I feel a certain sympathy for the general idea of different people's votes having different weights.

But I see a lot of potential for abuse in your concrete suggestion. First of all, your suggestion really comes down to the idea of measuring every citizen's "value", which definitely doesn't fit with modern humanistic ideals. And even if you ignore that, it's impossible to think of really fair and reasonable measurements.

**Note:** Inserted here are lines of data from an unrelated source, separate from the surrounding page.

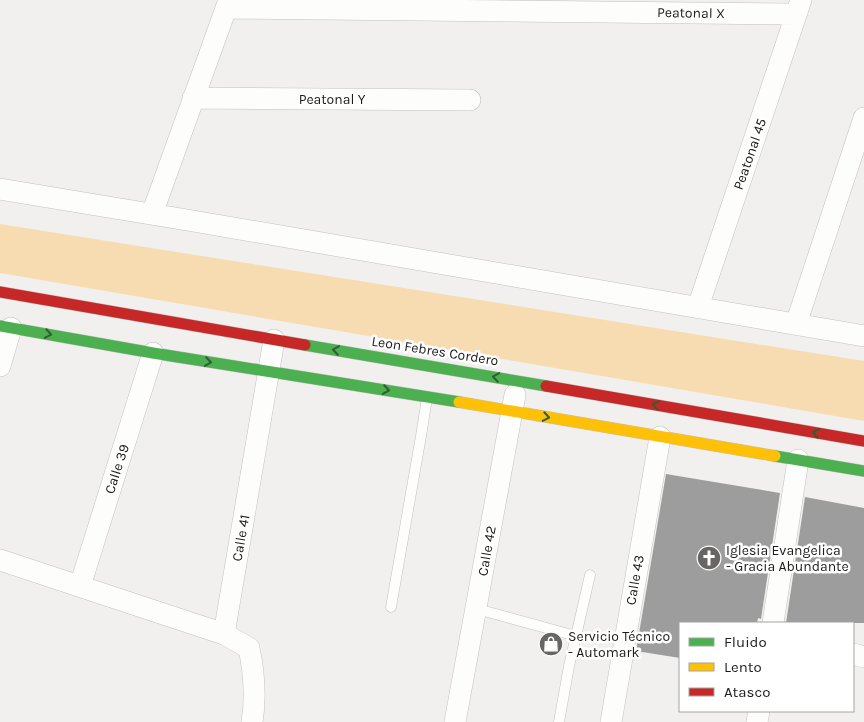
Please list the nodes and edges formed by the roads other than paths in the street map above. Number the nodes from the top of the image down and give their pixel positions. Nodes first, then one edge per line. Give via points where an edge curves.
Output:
1 (228, 4) edge
2 (799, 7) edge
3 (194, 98) junction
4 (470, 100) dead end
5 (864, 118) edge
6 (0, 189) edge
7 (152, 214) junction
8 (0, 292) edge
9 (698, 307) junction
10 (796, 324) junction
11 (6, 327) edge
12 (864, 336) edge
13 (274, 340) junction
14 (153, 353) junction
15 (0, 366) edge
16 (269, 372) junction
17 (518, 380) junction
18 (427, 397) junction
19 (512, 410) junction
20 (660, 438) junction
21 (864, 441) edge
22 (798, 460) junction
23 (864, 471) edge
24 (0, 560) edge
25 (590, 575) dead end
26 (80, 586) junction
27 (390, 607) dead end
28 (477, 608) junction
29 (773, 622) edge
30 (224, 634) junction
31 (576, 636) junction
32 (252, 722) edge
33 (456, 722) edge
34 (559, 722) edge
35 (611, 722) edge

1 - 2 street, Peatonal X
1 - 3 street
2 - 9 street, Peatonal 45
3 - 4 street, Peatonal Y
3 - 7 street
5 - 10 street
6 - 7 street
7 - 9 street
8 - 13 street, Leon Febres Cordero
9 - 10 street
10 - 12 street
11 -> 14 street
11 - 15 street
13 - 16 street, Calle 41
17 -> 13 street, Leon Febres Cordero
14 -> 16 street
14 - 26 street, Calle 39
16 -> 18 street
16 - 30 street, Calle 41
17 - 19 street, Calle 42
21 -> 17 street, Leon Febres Cordero
18 - 19 street
18 - 27 lane
19 -> 20 street
19 - 28 street, Calle 42
20 - 22 street
20 - 35 street, Calle 43
22 - 23 street
22 - 29 street
24 - 26 street
25 - 31 lane
26 - 30 street
28 - 31 lane
28 - 33 street, Calle 42
30 - 32 street via 249,648 253,666
31 - 34 lane

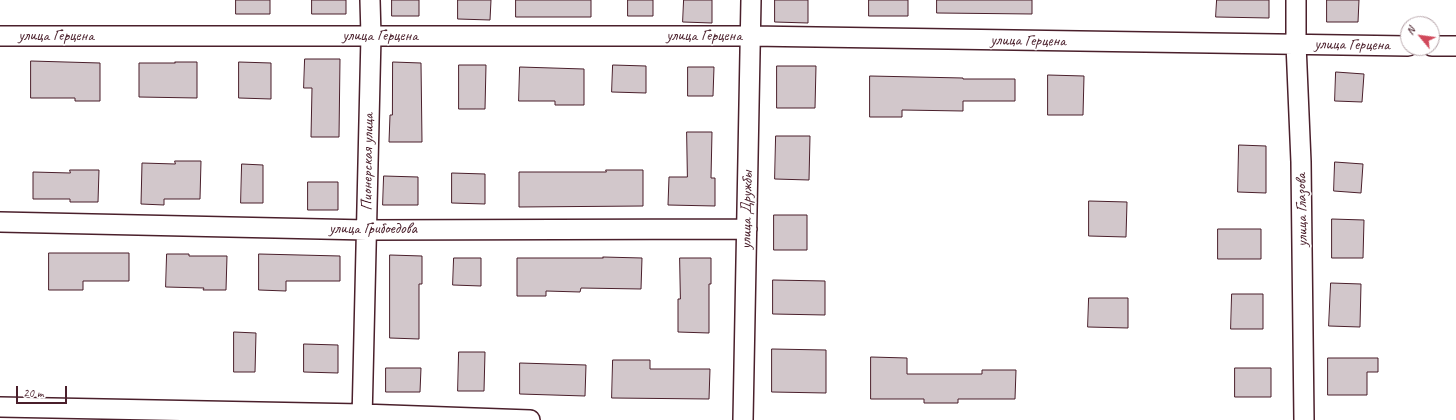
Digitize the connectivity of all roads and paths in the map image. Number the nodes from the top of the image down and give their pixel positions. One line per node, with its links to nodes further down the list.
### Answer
1 (370, 0): 5 (street, Пионерская улица)
2 (751, 0): 6 (street, улица Дружбы)
3 (1296, 0): 7 (street, улица Глазова)
4 (0, 36): 5 (street, улица Герцена)
5 (371, 36): 6 (street, улица Герцена); 13 (street, Пионерская улица)
6 (751, 36): 7 (street, улица Герцена); 12 (street, улица Дружбы)
7 (1296, 44): 8 (street, улица Герцена); 18 (street, улица Глазова)
8 (1400, 46)
9 (1440, 46): 10 (street)
10 (1456, 46)
11 (0, 222): 13 (street, улица Грибоедова)
12 (747, 228): 13 (street, улица Грибоедова); 17 (street, улица Дружбы)
13 (367, 230): 15 (street, Пионерская улица)
14 (0, 407): 15 (street)
15 (362, 417): 16 (street)
16 (530, 420)
17 (743, 420)
18 (1304, 420)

To me it seems like a better idea that people do not just vote once every several years, but that they can constantly vote on all propositions, and these people's votes have different weights for different topics. For example, a single professor of economics without kids might have a high weight when he votes on questions of economy, but he might have a very low weight when he decides to vote on questions of family. Ideally, these weights should be automatically computed based on a transparent formula - a person that on economic questions very often votes for the option that is later being considered "the right choice" automatically gets a higher weight on economic questions over time.